La rilevanza della condotta tenuta in un precedente rapporto di lavoro ai fini del recesso datoriale per giusta causa
06 Settembre 2021
Massima
La condotta del prestatore di lavoro, consistita in un grave inadempimento contrattuale posto in essere nell'ambito di un precedente ed omogeneo rapporto di lavoro, può legittimare il datore presso cui è attualmente in forza il lavoratore a recedere per giusta causa, ove tale condotta sia idonea ad incidere irrimediabilmente sul vincolo fiduciario. Il caso
Con la pronuncia in esame il Giudice del Lavoro di Pistoia, aderendo ad un costante orientamento giurisprudenziale di legittimità, ha respinto l'impugnativa di licenziamento proposta giudizialmente da un dipendente bancario. Il Tribunale, infatti, ha ritenuto insussistenti ed infondati tutti i profili di illegittimità del recesso datoriale addotti dal ricorrente, tra i quali la tardività della contestazione disciplinare, l'insussistenza del fatto e la mancanza di proporzionalità nell'applicazione della sanzione espulsiva.
La vicenda si colloca nell'ambito di un rapporto di lavoro bancario. Il licenziamento impugnato è stato comminato dal datore di lavoro per giusta causa, in relazione a fatti avvenuti precedentemente all'instaurazione del rapporto di lavoro in questione.
Trattasi, segnatamente, di grave inadempimento contrattuale di cui il ricorrente si è reso responsabile alle dipendenze di altro istituto bancario, ponendo in essere condotte a rilevanza penale. Tant'è che i fatti posti a fondamento del licenziamento vengono ricostruiti dal Giudice del Lavoro mediante gli atti dell'istruttoria dibattimentale del parallelo procedimento penale, che, all'esito del primo grado di giudizio, ha ritenuto provati gli addebiti contestati (dall'apertura di conti correnti con affidamenti e scoperti di conto a soggetti non solvibili ed in assenza di idonee garanzie al rilascio di un elevato numero di assegni senza copertura e post-datati con conto corrente a saldo negativo, oltre al concorso in usura).
Il Tribunale di Pistoia supera in primo luogo la censura di tardività della contestazione disciplinare, individuando, quale dies a quo per la valutazione di tempestività, la ricezione da parte della Banca della documentazione relativa al processo penale trasmessa dallo stesso dipendente. Infatti, solo in tale momento il datore di lavoro ha avuto piena contezza dei fatti ed, effettuate le opportune valutazioni, ha provveduto celermente alla contestazione e successiva irrogazione del licenziamento.

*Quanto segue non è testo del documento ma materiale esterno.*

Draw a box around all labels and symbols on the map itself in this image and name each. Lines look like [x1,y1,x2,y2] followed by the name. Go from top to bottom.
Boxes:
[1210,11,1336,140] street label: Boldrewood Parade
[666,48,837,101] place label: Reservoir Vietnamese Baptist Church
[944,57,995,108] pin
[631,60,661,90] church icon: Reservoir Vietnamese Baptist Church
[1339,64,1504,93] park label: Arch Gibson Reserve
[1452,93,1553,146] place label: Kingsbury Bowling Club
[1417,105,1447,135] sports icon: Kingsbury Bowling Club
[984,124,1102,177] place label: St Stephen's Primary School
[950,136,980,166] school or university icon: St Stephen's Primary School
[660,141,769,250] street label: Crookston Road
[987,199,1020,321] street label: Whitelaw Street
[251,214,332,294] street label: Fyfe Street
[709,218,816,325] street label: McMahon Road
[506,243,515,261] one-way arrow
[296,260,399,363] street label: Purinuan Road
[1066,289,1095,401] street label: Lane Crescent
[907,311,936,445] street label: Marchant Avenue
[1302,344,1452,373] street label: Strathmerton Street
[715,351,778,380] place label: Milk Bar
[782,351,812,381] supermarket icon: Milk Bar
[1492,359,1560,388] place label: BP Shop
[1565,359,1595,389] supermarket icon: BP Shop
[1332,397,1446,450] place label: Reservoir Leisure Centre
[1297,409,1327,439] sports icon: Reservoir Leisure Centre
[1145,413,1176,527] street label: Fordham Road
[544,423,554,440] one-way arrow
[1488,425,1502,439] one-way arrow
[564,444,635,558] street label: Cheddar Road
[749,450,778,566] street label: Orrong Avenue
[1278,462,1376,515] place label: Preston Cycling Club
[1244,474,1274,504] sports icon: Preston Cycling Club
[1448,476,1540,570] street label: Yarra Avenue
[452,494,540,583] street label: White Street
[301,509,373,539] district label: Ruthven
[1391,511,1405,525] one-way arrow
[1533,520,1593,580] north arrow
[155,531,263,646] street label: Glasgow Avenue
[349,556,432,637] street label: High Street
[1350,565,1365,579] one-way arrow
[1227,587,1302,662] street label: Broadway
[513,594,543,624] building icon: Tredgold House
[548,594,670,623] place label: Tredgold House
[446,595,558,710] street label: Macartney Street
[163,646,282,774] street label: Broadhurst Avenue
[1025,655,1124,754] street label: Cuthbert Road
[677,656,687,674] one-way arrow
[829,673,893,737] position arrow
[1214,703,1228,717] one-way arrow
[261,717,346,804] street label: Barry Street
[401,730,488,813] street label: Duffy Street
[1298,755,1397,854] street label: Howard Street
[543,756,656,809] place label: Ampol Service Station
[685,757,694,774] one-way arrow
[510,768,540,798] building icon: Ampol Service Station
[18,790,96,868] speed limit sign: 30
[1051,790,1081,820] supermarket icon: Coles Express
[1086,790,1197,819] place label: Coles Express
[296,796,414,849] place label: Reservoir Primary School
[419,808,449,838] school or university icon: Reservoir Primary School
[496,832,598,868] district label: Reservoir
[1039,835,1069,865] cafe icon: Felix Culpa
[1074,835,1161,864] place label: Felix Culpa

Il Giudice del Lavoro passa quindi alla disamina dell'eccezione di insussistenza del fatto contestato, che fonda la richiesta della tutela reintegratoria attenuata di cui all'art. 18, IV comma, L. 300/70.
Tale disamina viene eseguita in coerente applicazione dei principi elaborati dalla giurisprudenza di legittimità in relazione all'art. 116 c.p.c., con particolare riferimento alla problematica concernente l'utilizzabilità degli atti raccolti nel procedimento penale, pacificamente consentita a condizione che il procedimento di formazione del libero convincimento del giudice sia esplicitato nella motivazione della sentenza, attraverso l'indicazione degli elementi di prova e delle circostanze sui quali esso si fonda (ex plurimis, Cass., III sez., n. 10055/2010).
All´esito della suddetta indagine il Tribunale giunge alla conclusione, da un lato della sussistenza materiale degli episodi contestati al lavoratore, e, dall´altro, alla loro rilevanza giuridica e disciplinare. Ed infatti, sotto quest´ultimo profilo, il Tribunale di Pistoia li qualifica come violazione dei più “elementari” doveri di diligenza bancaria, a nulla rilevando che gli stessi siano stati posti in essere presso altro istituto bancario, in considerazione della natura sostanzialmente “omogenea” dei due rapporti di lavoro.
Infine, il Giudice di prime cure ritiene la proporzionalità della sanzione espulsiva irrogata proprio sulla scorta della violazione del contenuto minimo dello specifico dovere di diligenza professionale, che denota l'eccezionale gravità della condotta.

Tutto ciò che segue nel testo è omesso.